• Requirement
Filter these records by the string "Stillingweg", copying each line that holds it.

• Available data

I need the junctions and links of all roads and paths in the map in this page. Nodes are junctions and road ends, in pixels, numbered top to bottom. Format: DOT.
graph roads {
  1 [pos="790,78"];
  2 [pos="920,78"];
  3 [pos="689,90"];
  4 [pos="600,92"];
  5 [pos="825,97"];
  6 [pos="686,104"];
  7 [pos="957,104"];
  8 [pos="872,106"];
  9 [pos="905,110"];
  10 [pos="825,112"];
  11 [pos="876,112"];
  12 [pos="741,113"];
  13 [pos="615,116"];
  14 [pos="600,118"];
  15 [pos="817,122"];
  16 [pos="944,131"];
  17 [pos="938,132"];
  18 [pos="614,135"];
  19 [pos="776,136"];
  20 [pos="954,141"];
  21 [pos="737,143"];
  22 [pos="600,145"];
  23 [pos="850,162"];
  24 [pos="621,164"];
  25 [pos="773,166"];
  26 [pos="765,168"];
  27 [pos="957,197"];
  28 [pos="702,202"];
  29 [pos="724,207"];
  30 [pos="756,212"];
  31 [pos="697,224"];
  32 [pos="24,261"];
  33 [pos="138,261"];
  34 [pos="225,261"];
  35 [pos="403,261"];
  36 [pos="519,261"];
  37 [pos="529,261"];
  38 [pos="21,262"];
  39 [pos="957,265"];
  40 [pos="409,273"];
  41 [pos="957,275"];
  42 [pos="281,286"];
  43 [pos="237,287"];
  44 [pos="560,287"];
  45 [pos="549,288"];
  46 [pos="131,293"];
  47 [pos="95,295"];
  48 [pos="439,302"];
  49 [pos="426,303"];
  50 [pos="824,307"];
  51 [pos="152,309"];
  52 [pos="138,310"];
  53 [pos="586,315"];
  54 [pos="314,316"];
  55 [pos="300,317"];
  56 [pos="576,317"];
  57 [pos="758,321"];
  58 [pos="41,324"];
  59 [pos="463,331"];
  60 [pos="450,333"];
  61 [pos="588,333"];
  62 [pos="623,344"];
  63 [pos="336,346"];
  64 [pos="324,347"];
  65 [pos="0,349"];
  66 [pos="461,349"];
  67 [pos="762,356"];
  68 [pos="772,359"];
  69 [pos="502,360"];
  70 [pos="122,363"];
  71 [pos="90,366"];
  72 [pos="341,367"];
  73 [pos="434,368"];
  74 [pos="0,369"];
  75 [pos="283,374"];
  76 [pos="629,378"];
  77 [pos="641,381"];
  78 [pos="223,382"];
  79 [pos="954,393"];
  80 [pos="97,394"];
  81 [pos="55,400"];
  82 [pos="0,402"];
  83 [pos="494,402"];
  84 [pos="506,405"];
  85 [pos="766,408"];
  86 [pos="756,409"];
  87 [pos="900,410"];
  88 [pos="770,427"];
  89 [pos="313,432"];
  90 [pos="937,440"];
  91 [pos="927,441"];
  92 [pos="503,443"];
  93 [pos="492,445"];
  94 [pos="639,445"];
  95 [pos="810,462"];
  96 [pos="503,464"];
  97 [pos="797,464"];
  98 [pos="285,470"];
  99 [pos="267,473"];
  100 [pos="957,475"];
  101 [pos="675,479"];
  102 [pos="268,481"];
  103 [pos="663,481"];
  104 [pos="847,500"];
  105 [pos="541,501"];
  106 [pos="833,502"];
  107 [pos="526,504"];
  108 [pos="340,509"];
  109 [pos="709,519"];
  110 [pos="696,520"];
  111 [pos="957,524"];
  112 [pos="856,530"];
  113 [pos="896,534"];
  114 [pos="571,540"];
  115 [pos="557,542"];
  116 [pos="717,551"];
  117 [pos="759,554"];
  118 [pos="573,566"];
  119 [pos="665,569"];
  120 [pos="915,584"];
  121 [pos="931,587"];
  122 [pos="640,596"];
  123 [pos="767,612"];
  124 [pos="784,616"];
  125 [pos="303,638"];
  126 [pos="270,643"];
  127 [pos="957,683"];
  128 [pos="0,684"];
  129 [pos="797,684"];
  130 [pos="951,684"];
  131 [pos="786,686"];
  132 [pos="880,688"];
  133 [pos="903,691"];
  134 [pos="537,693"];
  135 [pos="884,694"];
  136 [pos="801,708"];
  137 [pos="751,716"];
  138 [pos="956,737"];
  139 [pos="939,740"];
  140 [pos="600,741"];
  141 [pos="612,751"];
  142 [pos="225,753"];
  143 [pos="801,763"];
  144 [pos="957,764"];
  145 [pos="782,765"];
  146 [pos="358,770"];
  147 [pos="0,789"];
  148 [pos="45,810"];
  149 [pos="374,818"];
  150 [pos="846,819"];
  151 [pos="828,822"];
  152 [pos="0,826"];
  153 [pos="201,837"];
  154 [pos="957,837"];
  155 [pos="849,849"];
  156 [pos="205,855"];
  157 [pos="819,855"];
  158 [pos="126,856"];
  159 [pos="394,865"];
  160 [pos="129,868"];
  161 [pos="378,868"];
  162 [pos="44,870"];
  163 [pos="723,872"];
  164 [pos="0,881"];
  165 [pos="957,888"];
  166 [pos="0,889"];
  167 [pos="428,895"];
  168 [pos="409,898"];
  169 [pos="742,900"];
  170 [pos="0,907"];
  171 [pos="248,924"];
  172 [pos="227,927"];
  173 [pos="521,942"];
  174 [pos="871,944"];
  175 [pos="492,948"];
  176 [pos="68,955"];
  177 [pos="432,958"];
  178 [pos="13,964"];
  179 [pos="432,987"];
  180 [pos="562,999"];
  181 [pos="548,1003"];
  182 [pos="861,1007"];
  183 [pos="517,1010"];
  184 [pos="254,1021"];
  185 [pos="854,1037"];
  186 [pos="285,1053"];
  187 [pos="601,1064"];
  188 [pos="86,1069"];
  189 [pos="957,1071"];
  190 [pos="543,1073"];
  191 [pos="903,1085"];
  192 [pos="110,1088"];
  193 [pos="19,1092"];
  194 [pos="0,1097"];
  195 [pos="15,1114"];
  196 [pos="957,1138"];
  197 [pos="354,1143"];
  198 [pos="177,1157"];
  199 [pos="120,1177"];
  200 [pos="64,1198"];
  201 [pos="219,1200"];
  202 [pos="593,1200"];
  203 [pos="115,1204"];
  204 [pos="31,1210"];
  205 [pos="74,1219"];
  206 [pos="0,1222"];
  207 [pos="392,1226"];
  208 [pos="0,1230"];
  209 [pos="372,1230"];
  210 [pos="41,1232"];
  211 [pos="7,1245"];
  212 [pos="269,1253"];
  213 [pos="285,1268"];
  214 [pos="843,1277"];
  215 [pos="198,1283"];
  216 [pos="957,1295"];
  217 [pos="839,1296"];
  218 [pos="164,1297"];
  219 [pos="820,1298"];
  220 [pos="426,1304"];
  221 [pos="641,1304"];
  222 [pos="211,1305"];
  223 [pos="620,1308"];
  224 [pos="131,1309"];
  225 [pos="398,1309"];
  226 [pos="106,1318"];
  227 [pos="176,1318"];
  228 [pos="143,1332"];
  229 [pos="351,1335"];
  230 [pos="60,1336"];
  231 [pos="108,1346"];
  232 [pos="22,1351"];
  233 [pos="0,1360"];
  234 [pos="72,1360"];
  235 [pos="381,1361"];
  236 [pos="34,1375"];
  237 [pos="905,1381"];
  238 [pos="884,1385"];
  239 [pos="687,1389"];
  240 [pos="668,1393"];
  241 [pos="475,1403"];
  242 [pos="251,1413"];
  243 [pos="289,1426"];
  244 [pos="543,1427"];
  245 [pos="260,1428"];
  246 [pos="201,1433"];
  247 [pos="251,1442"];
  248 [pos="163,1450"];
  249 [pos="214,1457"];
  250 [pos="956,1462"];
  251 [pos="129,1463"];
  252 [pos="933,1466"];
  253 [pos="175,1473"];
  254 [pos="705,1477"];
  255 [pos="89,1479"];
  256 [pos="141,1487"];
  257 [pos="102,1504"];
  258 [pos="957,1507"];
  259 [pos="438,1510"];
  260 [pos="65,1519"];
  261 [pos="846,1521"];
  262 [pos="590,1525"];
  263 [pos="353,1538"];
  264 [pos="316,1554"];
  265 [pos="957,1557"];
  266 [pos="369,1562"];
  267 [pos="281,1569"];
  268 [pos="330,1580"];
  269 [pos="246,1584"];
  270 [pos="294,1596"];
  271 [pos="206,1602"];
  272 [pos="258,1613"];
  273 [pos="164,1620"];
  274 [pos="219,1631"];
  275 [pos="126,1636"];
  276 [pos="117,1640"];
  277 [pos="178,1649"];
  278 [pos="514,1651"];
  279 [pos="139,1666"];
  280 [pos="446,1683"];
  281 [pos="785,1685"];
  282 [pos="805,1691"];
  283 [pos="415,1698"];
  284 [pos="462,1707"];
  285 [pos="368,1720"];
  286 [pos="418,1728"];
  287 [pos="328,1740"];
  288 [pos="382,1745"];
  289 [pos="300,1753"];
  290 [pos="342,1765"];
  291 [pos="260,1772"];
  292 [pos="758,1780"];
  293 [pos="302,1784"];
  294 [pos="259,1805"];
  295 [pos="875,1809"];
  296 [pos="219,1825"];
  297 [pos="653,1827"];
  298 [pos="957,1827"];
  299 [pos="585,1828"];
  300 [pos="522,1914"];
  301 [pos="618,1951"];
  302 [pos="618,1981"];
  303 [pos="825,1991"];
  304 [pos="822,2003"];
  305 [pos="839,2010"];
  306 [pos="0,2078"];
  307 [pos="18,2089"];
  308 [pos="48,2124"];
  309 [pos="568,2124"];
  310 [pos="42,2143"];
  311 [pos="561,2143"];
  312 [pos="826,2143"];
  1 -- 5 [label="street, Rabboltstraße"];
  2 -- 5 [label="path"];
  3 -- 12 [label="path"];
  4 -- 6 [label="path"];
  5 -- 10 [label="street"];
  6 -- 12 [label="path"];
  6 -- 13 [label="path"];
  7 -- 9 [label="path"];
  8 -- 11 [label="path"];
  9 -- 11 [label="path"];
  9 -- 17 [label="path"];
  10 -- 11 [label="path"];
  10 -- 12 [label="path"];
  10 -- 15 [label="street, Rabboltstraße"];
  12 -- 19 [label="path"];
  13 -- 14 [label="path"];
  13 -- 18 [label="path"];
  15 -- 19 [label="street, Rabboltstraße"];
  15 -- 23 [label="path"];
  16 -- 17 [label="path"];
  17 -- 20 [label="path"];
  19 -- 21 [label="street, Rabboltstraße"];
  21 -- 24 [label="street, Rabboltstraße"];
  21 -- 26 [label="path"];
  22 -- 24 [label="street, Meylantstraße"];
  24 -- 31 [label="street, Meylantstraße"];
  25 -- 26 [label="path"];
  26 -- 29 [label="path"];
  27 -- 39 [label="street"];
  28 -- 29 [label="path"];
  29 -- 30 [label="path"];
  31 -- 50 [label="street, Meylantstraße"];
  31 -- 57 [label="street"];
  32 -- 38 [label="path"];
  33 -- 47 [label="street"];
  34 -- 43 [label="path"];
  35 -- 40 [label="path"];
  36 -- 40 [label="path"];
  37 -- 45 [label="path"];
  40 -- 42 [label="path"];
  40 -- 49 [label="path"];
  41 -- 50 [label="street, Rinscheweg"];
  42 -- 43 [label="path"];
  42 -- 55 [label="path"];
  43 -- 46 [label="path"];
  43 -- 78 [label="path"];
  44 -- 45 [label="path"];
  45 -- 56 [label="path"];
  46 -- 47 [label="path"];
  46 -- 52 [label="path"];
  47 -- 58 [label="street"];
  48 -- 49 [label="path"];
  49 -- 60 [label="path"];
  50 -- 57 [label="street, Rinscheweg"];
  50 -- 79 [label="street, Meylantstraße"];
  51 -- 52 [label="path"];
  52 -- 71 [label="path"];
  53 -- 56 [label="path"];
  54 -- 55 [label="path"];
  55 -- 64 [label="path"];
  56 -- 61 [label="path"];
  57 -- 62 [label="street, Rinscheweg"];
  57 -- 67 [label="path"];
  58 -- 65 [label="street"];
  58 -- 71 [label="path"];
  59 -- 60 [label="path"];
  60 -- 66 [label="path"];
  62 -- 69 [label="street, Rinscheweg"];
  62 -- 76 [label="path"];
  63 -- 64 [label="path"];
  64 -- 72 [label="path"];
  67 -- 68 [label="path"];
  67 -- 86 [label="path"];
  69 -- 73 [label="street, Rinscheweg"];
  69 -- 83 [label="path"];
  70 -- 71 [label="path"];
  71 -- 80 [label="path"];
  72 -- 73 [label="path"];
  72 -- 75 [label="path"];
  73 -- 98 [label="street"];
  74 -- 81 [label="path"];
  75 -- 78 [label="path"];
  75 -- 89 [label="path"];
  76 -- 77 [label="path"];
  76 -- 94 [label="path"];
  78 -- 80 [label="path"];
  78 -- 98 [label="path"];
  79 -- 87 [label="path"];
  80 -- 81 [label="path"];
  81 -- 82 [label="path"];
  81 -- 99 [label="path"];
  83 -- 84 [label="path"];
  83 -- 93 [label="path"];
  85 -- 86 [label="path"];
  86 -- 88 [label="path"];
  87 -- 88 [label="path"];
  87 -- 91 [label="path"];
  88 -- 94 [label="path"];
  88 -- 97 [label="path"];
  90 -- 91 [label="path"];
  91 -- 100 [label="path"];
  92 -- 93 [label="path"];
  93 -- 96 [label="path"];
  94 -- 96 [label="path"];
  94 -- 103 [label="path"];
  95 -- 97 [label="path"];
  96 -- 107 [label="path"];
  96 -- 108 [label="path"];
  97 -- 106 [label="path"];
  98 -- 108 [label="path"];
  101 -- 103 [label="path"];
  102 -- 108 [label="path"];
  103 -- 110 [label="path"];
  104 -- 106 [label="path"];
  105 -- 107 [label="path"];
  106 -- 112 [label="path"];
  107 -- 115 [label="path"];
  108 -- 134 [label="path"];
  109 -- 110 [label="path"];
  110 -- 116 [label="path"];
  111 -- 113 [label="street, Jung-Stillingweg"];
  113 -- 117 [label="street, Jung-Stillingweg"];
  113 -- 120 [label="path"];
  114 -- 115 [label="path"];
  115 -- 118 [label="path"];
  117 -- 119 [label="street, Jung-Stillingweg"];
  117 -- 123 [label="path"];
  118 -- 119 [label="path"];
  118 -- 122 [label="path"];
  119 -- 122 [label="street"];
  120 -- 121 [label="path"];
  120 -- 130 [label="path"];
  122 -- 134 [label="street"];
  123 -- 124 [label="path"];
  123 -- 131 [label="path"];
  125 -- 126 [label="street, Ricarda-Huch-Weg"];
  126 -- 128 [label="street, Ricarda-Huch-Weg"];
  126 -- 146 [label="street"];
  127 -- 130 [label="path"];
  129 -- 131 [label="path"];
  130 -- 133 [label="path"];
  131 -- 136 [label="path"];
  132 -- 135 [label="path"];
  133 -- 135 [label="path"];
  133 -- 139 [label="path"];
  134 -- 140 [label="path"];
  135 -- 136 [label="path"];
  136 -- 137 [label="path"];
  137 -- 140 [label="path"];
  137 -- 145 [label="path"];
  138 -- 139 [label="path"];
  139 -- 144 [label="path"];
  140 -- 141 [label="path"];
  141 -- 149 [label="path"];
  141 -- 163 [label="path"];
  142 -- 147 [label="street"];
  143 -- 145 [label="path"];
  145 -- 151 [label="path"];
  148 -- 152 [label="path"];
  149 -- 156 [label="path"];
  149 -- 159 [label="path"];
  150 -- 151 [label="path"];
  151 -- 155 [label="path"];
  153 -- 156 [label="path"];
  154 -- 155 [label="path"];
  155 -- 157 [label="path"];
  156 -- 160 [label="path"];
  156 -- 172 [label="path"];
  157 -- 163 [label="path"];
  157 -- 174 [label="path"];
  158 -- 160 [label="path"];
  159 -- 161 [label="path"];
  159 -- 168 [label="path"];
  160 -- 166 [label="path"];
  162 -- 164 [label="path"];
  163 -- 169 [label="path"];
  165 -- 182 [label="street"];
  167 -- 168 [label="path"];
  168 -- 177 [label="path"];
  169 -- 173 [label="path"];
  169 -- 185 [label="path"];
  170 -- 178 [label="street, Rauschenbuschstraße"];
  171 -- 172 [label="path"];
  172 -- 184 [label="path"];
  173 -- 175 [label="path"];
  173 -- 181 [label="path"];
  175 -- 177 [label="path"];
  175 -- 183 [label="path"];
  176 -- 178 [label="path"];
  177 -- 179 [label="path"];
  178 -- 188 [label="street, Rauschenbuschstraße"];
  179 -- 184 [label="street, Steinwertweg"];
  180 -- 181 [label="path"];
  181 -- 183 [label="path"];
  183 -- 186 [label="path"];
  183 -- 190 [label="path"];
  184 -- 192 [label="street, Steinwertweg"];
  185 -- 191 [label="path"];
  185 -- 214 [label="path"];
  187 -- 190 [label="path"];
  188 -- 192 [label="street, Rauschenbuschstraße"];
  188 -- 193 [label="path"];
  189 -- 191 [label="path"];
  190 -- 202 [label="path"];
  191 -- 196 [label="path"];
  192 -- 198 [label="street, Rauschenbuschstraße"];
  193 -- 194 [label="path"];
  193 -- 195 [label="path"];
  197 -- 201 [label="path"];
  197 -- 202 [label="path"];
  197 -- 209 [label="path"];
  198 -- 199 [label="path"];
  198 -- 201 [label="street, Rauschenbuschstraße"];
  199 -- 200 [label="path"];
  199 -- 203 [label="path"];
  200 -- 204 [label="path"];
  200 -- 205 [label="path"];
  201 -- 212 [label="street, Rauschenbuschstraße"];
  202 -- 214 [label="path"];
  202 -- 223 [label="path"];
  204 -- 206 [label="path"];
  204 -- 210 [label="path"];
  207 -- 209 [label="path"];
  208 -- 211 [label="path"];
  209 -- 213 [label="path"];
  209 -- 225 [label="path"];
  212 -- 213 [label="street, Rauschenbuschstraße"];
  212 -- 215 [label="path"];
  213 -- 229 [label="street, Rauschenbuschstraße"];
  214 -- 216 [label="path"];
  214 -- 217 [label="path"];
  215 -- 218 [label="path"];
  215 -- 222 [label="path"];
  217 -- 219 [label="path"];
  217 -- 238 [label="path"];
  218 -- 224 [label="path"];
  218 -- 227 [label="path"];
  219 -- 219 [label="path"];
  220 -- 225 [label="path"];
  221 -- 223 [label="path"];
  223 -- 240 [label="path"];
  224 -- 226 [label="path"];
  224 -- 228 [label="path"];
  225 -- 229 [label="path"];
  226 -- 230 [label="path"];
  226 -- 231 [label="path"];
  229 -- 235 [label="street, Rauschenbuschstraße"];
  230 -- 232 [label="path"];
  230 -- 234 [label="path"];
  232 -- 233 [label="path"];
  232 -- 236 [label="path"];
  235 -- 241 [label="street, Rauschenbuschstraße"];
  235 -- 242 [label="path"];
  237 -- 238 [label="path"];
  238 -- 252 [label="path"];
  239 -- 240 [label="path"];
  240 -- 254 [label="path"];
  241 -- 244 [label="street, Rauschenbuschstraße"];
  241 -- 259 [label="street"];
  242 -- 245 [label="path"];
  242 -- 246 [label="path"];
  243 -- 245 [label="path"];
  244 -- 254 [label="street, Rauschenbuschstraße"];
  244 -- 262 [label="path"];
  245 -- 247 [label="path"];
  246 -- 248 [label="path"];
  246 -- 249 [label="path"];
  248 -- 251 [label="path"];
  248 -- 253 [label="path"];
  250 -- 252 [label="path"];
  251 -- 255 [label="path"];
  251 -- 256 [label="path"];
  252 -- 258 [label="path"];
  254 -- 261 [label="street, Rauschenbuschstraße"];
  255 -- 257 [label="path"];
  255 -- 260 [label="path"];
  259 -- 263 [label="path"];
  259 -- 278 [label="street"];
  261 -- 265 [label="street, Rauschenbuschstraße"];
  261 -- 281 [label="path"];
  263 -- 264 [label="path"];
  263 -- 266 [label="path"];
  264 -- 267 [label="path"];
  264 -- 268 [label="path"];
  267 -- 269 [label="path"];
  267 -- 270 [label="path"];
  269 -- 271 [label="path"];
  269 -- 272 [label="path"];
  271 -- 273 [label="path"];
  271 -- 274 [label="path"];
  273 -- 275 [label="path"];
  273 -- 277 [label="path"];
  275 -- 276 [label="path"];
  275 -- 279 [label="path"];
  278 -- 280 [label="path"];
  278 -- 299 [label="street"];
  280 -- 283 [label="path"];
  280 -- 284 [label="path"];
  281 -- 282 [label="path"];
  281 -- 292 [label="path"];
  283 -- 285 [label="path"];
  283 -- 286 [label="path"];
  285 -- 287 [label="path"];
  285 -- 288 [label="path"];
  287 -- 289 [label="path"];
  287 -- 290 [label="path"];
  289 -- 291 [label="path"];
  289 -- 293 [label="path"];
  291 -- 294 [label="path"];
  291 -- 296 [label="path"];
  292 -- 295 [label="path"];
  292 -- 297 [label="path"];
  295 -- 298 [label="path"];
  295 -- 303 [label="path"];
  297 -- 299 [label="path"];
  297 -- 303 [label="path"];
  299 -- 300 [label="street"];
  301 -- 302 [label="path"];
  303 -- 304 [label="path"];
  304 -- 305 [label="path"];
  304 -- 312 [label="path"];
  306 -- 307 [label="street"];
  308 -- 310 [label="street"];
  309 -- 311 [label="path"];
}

• Task result
  111 -- 113 [label="street, Jung-Stillingweg"];
  113 -- 117 [label="street, Jung-Stillingweg"];
  117 -- 119 [label="street, Jung-Stillingweg"];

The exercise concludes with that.